You know how you wake having felt as though you slept not a wink? So I greeted the day, my brain bathed in syrup. Good thing it’s a light one – only four columns and a ninety-minute speech to give in St. Paul.
As for the exact text of the speech, I don’t have one.
And won’t, until I get there, I suppose. I’m to talk about my books, and I can do that standing on my head. Given the weather, which is horridly cruel and godforsaken, I think I’ll have an audience in the low single digits, so if I fail to be interesting, it’ll be our little secret.
As of noon, I’ve filed three columns. I sketched them out last night so the morning wouldn’t be difficult, then I watched some of “Superman Returns.” Initial impressions are not favorable. It has a deadly whiff of camp wafting off the Lex Luthor sequences – particularly Parker Posey’s horrible turn as the obligatory Dumb Moll, lifted from Valerie Perrine’s equally annoying character. She’s playing the same character she played in “Waiting for Guffman,” and while it’s nice to think that lass got out of the Dairy Queen in the end, it makes for a wince-worthy performance. I saw the first big action sequence involving the world’s most sturdy jetliner and the unconcussable head of Lois Lane, and as Superman grappled with the twirling airplane, I had to wonder what exactly his powers are. The answer, apparently, is “anything required at the moment.”
Tucker Carlson was a good Jimmy Olsen, though.
I went to bed early, since I had to get up the next day and speechify . . . but I kept waking up, over and over again.

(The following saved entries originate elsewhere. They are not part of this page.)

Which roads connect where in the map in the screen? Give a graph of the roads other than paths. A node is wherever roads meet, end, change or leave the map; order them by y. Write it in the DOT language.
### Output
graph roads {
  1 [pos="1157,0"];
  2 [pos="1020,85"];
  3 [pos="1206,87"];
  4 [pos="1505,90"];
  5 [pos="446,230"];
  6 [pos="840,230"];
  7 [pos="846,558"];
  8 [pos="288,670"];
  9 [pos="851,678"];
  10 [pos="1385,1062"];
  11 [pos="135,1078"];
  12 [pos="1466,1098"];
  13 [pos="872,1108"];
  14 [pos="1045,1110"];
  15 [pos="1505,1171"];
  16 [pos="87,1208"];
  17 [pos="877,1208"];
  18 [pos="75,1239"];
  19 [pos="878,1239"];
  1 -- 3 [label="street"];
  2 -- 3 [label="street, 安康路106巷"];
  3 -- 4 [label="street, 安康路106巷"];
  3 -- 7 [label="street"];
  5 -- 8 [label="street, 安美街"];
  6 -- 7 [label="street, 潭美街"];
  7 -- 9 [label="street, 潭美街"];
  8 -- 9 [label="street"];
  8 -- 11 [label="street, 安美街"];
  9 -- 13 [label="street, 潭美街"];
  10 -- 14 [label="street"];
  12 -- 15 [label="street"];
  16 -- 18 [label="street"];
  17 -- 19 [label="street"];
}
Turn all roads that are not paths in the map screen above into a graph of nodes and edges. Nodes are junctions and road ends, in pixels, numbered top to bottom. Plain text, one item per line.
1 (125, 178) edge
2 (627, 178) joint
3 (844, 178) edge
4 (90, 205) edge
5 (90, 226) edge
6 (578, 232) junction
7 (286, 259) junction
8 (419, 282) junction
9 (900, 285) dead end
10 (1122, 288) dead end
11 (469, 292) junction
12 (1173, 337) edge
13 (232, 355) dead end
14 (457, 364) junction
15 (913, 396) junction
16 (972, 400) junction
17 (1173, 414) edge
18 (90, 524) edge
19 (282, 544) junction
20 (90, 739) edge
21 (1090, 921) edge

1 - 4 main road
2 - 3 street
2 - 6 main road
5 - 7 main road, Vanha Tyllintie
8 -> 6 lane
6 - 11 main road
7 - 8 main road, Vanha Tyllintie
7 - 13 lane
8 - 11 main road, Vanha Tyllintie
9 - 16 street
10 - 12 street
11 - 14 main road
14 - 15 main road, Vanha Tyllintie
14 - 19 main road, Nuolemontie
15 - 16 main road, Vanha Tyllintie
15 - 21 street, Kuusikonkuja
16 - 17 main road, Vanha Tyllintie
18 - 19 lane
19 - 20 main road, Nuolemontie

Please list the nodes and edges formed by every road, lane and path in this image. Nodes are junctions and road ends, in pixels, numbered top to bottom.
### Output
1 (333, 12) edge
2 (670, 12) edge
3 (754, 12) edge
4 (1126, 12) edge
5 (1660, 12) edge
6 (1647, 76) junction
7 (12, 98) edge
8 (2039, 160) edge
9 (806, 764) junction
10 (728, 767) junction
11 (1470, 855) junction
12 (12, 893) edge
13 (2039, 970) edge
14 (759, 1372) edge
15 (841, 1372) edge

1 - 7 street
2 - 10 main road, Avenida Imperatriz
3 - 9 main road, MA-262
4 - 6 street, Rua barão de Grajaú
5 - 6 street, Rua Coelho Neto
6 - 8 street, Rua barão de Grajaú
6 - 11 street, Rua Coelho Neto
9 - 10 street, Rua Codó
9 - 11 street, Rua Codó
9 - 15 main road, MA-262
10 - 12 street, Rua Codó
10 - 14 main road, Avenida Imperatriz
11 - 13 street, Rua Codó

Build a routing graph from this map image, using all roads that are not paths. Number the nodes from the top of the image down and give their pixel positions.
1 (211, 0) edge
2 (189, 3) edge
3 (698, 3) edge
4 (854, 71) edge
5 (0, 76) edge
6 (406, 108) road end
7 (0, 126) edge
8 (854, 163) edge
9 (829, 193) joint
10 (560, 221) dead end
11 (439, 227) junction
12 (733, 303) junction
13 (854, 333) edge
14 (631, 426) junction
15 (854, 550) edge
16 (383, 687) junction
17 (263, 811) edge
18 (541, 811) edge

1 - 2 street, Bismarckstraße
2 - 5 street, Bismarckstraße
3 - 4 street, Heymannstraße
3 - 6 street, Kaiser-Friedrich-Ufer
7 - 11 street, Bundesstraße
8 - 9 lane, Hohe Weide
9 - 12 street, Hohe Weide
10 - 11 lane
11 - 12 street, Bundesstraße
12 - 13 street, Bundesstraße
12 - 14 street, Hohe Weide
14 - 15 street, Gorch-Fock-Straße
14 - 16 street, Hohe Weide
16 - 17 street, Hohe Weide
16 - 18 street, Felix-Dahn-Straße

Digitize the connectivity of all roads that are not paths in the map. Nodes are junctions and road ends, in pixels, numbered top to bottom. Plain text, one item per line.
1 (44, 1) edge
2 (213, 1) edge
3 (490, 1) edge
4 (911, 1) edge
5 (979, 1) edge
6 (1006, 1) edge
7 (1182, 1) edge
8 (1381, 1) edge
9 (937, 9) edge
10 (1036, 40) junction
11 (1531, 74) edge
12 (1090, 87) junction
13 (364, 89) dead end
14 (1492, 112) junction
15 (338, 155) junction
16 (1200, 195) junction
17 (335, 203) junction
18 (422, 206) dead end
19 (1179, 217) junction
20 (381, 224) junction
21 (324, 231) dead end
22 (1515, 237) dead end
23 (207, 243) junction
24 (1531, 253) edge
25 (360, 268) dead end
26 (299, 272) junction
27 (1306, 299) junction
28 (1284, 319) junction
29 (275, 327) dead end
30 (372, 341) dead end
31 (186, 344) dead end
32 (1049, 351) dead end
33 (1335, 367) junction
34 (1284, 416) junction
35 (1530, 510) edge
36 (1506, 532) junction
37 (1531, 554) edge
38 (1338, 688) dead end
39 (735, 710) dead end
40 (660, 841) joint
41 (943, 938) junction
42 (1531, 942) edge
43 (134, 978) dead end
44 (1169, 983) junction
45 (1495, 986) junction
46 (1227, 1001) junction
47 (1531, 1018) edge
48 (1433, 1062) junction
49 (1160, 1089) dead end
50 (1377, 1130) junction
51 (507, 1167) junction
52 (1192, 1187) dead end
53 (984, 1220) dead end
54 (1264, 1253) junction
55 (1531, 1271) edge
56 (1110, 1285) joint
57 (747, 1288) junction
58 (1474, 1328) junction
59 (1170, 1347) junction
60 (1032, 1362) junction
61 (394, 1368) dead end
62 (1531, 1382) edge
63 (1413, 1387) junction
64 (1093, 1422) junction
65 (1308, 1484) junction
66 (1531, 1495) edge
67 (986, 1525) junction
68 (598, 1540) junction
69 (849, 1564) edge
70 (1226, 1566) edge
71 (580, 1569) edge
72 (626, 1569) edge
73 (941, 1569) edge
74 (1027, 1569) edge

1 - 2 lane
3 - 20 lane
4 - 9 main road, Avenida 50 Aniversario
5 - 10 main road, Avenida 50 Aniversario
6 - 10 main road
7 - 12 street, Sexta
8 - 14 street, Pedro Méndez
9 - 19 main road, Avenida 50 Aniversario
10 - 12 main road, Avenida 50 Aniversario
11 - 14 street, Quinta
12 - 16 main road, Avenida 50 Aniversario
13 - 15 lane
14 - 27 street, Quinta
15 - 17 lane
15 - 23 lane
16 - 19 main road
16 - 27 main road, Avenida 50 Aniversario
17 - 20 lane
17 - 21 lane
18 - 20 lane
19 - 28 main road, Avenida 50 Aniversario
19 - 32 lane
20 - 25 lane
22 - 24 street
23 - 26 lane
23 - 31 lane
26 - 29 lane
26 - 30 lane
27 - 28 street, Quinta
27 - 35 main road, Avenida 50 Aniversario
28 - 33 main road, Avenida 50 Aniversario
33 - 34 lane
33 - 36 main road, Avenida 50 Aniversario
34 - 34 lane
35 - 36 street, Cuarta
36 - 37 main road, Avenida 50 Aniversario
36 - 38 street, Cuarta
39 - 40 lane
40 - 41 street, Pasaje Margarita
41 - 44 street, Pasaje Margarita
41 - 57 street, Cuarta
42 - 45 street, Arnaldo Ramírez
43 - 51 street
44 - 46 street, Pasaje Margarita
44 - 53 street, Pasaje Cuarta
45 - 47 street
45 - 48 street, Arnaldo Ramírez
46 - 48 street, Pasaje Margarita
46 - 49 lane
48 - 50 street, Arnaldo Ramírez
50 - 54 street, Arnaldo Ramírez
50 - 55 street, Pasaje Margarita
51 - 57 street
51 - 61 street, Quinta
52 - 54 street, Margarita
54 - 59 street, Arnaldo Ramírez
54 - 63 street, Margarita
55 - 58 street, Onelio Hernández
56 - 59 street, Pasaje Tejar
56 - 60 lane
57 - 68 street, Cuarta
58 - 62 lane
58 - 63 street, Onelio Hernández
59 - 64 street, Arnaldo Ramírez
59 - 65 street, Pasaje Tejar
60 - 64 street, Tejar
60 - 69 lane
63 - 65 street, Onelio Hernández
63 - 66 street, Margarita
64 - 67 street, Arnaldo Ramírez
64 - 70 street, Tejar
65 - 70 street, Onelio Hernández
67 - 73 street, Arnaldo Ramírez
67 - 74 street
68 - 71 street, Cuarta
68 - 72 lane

No speech dreams - in fact one dream concerned Dean Martin in a tux with a loosened bowtie, on stage, blearily regarding the audience, asking "how'd all these people get in my room?" Well, maybe that was a speech dream. Anyway, I didn't sleep well. So now I’m going to practice the speech to establish my talking points, nap, and practice again – then come home and write another column. So this will be it aside from a note later to indicate whether I did well or seized up and fell on the floor.
Perhaps I should set up something I wanted to write about today. I was going to ignore the Keith Ellison / swearing on the Qu’ran issue, because I think Dennis Prager is wrong. I understand his point and have some sympathy with the points about tradition and culture, but I cannot see how you can force someone to swear on a religious text which represents a faith other than their own. (Note to potential emailers on the subject: I’ve heard the issue debated at great length, and am unlikely to be swayed by a reiteration of the points.) But I did want to note how our papers editorial page characterized the matter: Prager was appealing to “wingnuts,” according to the editorial’s headline – a little jarring in a supposedly sober paper; it’s like seeing “libtards” on the Wall Stret Journal editorial page – and the man himself is a “gasbag.” It’s possible that the editorial writers derived this impression from constant listening, but I doubt it; you can’t get the station very well in the paper’s office, but perhaps they’re in their cars or walking around downtown with headphones, eager to hear what right-wingnut radio is screaming about today. But I doubt it. In any case, Prager is generally calm and reasonable; he’s not given to blasts of intemperate ranting, and the discussions I’ve heard with liberal guests have been models of civility and respect. They could have gotten that impression by other means, but it doesn’t seem likely.
Then again, the page described the show’s listeners as wingnuts who fell out of a tree and landed on their empty heads, so I obviously lack the intellectual firepower to parse such deathless insights.
All right, then, your assignment:
Here’s the now-famous Danny DeVito scene on The View, and let the record show that the witness made the drinky-drinky motion.
What does that have to do with this?
The answer is “nothing, of course,” and that’s the point. I’ll explain tomorrow.
Update: did not seize up and fall on the floor. Which was good, because I would have landed on the president of the University of Minnesota's shoes. Details to follow.